Plannen en financiering
Sinds 2019 zijn er plannen om de Noord/Zuidlijn uit te breiden naar Schiphol en Hoofddorp. Eind vorig jaar werd bekend dat het ministerie 4,1 miljard euro zou vrijmaken voor diverse grote projecten in en rond de stad, waaronder de uitbreiding van de Noord/Zuidlijn en het sluiten van de ringlijn 51. Van dit bedrag zou 2,7 miljard euro naar het project ‘OV-verbinding Amsterdam-Haarlemmermeer’ gaan, waar de uitbreiding van de Noord/Zuidlijn een belangrijk onderdeel van is. Daarnaast zou Amsterdam zelf 600 miljoen euro bijdragen.
Bezuinigingen en tegenvallers
Van de oorspronkelijke 2,7 miljard euro van het Rijk is nu nog maar ongeveer 900 miljoen euro over. Dit komt grotendeels door bezuinigingen vanuit het Rijk, die 1,3 miljard euro uit het budget hebben gehaald. De resterende 313 miljoen euro wordt gebruikt om tegenvallende resultaten bij andere spoorprojecten op te vangen. Zo zijn er tekorten ontstaan bij het project rondom het Zuidasdok, waar de versterking van de Rozenoordbrug en de aanbesteding van Knooppunt De Nieuwe Meer duurder uitvielen dan verwacht. Het ministerie van Infrastructuur en Waterstaat heeft benadrukt dat het van tevoren was afgesproken dat dergelijke tegenvallers met deze Rijksbijdrage betaald zouden moeten worden.
Reactie van de wethouder
Wethouder Melanie van der Horst heeft aangegeven ‘enorm geschrokken’ te zijn van deze ontwikkeling. Ze benadrukt het belang van de uitbreiding van de Noord/Zuidlijn, het sluiten van de ringlijn en de aanleg van het Zuidasdok voor de regio en het land. Ze verwacht dat het Rijk zich aan de afspraken houdt en dat het nieuwe kabinet het tekort weer aanvult.

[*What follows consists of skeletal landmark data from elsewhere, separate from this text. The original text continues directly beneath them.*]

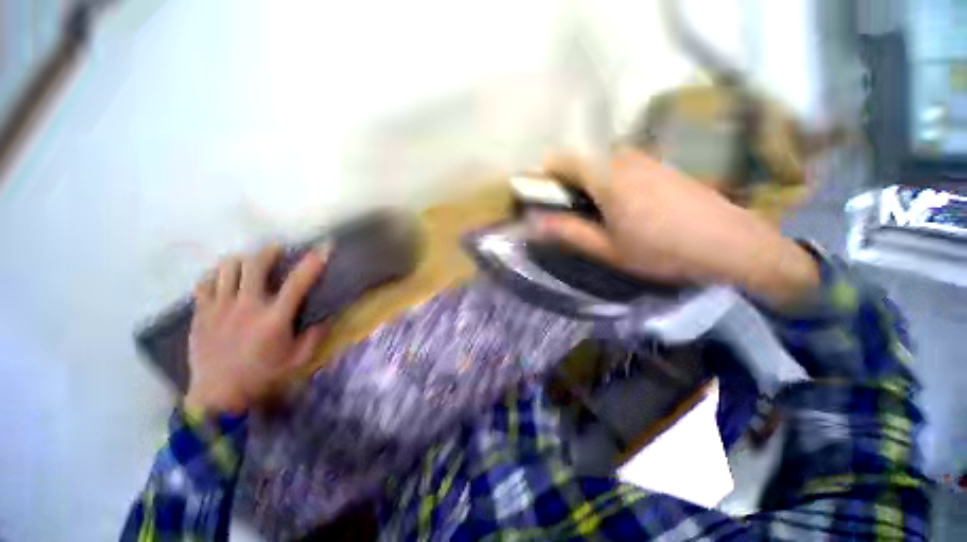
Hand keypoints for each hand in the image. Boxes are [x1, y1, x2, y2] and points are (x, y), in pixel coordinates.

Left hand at [184, 245, 327, 413]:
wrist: (218, 397)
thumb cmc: (263, 378)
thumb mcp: (298, 361)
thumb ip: (313, 337)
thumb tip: (324, 319)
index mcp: (274, 319)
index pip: (298, 282)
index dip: (312, 263)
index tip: (323, 248)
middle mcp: (246, 307)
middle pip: (254, 265)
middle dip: (268, 252)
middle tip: (276, 250)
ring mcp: (219, 309)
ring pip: (227, 268)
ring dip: (241, 261)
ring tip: (248, 264)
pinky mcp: (201, 314)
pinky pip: (205, 283)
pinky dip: (216, 275)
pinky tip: (224, 280)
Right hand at [535, 151, 819, 308]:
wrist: (732, 244)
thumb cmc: (662, 250)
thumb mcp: (608, 248)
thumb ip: (568, 232)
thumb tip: (535, 223)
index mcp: (605, 175)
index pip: (560, 160)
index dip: (545, 177)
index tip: (543, 200)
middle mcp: (623, 157)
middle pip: (580, 160)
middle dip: (567, 184)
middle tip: (572, 214)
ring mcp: (646, 158)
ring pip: (601, 163)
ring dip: (590, 184)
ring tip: (599, 215)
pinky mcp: (661, 165)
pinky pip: (622, 166)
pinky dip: (611, 182)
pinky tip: (627, 209)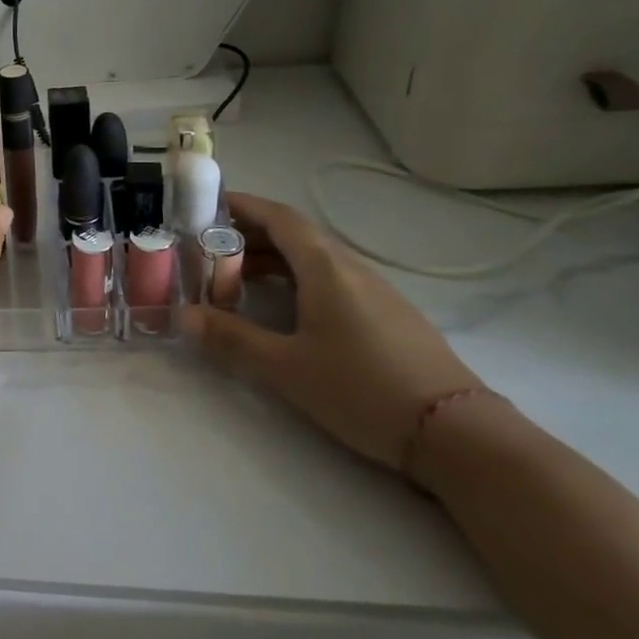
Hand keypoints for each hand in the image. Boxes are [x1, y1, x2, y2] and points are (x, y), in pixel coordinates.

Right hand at [183, 193, 482, 472]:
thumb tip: (181, 317)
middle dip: (248, 234)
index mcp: (326, 269)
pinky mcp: (387, 316)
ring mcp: (374, 292)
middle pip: (295, 235)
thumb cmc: (363, 389)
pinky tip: (282, 307)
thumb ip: (231, 338)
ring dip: (272, 259)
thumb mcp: (285, 367)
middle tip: (206, 248)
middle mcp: (351, 269)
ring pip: (313, 259)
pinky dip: (296, 279)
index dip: (243, 205)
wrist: (458, 434)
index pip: (279, 218)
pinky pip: (331, 279)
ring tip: (234, 278)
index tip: (206, 204)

“De uitbreiding van de Noord/Zuidlijn maakt deel uit van een samenhangend investeringspakket dat nauw samenhangt met de grote woningbouwopgave en de verwachte groei van banen in de regio”, aldus de wethouder. Ze gaat ervan uit dat het geld op een later moment opnieuw toegezegd wordt, ook als het nieuwe kabinet er na de verkiezingen heel anders uitziet. “Het ministerie heeft herhaaldelijk aangegeven dat het commitment voor dit investeringspakket onverminderd groot is. Wij vertrouwen erop dat de afspraken tussen Rijk en regio van november 2022 blijven staan.”